TASK INSTRUCTIONS -
Where a line of the records holds the string "main", copy that line.

Stored items
---

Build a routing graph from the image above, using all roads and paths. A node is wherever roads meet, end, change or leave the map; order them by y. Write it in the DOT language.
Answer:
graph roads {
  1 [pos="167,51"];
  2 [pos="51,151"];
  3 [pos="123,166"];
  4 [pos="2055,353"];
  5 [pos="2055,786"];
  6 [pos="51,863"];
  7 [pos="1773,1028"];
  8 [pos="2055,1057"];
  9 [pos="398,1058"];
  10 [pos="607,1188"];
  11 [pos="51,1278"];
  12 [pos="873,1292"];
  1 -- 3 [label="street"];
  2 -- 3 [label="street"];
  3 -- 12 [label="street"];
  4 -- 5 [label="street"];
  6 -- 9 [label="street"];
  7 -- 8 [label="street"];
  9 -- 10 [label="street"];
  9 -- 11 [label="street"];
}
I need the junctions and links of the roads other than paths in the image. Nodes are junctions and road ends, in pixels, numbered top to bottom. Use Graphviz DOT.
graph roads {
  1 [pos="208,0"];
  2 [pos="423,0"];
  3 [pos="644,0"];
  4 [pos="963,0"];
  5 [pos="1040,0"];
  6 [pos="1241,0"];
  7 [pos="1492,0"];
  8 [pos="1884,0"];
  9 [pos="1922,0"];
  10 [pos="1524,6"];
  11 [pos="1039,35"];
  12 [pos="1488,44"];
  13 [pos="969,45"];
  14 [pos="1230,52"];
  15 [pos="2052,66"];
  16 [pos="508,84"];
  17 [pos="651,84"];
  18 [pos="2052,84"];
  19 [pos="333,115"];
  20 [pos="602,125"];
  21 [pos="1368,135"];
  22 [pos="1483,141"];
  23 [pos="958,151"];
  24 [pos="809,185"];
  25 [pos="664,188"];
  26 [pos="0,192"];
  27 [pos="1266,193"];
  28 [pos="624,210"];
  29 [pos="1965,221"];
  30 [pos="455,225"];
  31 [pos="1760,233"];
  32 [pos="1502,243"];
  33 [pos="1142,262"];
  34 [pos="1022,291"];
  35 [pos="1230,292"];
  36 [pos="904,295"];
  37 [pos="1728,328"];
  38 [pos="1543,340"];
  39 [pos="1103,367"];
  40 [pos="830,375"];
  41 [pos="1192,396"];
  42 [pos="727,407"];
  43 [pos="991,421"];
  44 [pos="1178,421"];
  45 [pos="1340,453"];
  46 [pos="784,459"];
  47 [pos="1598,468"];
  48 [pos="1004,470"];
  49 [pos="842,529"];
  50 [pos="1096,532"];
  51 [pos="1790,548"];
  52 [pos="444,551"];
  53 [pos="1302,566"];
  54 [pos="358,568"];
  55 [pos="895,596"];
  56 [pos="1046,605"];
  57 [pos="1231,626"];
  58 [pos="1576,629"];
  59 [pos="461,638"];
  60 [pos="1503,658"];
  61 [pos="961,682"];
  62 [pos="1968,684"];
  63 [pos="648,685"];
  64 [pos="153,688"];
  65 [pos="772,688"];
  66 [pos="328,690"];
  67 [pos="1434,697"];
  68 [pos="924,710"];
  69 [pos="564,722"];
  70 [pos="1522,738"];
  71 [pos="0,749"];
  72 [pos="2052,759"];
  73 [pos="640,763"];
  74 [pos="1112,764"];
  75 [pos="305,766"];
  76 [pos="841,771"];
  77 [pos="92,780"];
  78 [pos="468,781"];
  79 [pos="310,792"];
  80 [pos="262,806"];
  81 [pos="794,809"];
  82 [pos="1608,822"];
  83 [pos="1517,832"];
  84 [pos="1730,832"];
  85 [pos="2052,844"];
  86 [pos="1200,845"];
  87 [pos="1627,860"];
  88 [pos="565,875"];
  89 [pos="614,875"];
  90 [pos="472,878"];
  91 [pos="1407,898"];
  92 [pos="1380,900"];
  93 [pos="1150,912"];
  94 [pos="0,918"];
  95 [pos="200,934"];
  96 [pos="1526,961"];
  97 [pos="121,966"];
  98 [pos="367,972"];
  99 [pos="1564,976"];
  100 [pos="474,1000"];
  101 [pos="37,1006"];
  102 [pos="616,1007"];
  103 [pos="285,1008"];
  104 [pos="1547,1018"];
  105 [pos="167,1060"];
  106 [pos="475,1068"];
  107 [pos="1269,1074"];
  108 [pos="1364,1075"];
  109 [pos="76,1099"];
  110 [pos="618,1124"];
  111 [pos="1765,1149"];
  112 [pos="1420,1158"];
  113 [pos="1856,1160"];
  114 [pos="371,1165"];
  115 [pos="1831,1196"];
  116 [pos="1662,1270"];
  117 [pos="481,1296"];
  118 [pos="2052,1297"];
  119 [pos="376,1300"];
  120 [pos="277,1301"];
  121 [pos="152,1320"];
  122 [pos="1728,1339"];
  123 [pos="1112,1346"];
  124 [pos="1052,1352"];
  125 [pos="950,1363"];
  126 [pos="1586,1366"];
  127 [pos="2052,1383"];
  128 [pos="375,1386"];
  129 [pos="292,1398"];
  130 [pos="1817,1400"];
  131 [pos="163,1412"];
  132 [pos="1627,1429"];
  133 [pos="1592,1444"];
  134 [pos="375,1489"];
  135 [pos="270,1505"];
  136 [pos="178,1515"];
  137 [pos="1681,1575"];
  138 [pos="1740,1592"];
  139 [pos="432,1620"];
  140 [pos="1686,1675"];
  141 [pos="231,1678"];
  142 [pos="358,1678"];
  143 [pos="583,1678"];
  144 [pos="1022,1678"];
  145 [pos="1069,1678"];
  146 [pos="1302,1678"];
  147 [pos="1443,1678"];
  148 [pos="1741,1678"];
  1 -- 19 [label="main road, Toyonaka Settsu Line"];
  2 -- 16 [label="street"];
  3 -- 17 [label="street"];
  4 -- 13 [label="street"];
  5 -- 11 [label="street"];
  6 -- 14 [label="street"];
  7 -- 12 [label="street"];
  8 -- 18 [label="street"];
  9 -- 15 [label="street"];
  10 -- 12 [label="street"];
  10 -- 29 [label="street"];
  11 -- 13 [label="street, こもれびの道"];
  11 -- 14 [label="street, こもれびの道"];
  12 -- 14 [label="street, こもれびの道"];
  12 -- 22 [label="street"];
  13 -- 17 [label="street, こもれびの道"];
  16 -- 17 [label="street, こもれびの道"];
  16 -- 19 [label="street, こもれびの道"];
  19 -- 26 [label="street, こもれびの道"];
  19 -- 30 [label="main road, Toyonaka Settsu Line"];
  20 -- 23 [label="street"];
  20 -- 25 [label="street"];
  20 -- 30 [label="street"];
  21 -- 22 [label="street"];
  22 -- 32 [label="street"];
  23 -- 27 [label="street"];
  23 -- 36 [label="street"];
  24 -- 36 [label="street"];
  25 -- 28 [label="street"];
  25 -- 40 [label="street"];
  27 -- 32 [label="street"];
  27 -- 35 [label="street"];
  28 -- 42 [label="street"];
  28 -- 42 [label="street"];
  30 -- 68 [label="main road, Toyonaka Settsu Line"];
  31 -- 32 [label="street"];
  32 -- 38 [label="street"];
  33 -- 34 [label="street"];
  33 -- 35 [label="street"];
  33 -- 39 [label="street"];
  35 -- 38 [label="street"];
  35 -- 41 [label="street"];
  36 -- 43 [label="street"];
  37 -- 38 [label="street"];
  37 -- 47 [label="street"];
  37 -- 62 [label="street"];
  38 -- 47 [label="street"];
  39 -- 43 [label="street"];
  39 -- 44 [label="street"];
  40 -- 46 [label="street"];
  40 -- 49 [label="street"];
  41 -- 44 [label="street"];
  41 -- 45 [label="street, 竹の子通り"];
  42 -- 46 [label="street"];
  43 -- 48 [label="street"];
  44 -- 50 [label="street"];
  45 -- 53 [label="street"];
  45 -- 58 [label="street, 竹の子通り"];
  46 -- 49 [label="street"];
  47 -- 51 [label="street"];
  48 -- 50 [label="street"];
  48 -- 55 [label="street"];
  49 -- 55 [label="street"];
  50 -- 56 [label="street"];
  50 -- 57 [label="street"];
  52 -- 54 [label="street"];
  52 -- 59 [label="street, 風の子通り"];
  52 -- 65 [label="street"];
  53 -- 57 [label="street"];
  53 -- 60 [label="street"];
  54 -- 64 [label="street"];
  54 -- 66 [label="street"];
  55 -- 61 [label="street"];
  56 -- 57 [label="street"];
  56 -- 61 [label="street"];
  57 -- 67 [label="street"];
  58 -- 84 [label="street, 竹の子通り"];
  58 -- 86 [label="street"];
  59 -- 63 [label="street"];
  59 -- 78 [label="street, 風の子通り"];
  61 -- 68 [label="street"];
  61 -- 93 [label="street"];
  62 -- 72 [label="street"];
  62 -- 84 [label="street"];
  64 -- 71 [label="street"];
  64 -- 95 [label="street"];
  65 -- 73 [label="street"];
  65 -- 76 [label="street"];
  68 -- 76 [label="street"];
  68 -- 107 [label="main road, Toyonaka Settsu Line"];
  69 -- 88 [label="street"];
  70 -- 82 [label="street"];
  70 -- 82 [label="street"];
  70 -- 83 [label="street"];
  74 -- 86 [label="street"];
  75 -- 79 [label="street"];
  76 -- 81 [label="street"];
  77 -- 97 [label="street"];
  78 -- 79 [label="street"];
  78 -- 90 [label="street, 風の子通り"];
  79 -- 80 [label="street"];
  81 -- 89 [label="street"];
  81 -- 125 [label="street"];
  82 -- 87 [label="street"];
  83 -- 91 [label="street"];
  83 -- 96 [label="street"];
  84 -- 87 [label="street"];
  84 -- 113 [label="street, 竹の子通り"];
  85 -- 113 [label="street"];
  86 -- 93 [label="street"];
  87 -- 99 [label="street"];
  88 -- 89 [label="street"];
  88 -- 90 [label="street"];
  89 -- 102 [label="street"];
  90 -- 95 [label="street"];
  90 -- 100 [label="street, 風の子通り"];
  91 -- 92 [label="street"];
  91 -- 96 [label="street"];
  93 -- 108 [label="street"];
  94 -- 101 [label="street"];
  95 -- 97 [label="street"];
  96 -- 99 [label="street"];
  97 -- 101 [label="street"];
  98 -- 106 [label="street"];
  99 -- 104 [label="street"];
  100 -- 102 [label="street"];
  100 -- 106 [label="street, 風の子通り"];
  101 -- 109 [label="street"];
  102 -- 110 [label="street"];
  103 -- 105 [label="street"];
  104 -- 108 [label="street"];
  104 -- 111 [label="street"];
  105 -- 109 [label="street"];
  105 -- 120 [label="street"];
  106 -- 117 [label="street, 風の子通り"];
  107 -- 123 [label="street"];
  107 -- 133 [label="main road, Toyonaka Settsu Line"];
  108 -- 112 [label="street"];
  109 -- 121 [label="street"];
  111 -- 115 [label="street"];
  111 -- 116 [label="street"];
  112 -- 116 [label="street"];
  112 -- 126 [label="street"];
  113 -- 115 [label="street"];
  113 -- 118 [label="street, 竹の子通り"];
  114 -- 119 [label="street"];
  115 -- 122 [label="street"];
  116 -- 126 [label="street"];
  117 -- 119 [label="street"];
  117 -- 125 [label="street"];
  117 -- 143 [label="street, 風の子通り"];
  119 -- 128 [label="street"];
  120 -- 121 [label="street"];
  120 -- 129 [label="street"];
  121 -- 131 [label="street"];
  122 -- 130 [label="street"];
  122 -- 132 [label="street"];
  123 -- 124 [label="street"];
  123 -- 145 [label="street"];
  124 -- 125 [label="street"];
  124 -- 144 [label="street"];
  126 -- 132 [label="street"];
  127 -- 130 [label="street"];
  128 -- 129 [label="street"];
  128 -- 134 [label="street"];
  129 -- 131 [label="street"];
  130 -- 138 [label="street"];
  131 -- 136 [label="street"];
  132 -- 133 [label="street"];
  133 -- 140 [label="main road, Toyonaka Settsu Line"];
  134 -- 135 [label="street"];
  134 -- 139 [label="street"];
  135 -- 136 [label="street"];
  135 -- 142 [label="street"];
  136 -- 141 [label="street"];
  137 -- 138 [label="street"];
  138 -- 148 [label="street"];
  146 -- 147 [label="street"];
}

---

RESULT -
  1 -- 19 [label="main road, Toyonaka Settsu Line"];
  19 -- 30 [label="main road, Toyonaka Settsu Line"];
  30 -- 68 [label="main road, Toyonaka Settsu Line"];
  68 -- 107 [label="main road, Toyonaka Settsu Line"];
  107 -- 133 [label="main road, Toyonaka Settsu Line"];
  133 -- 140 [label="main road, Toyonaka Settsu Line"];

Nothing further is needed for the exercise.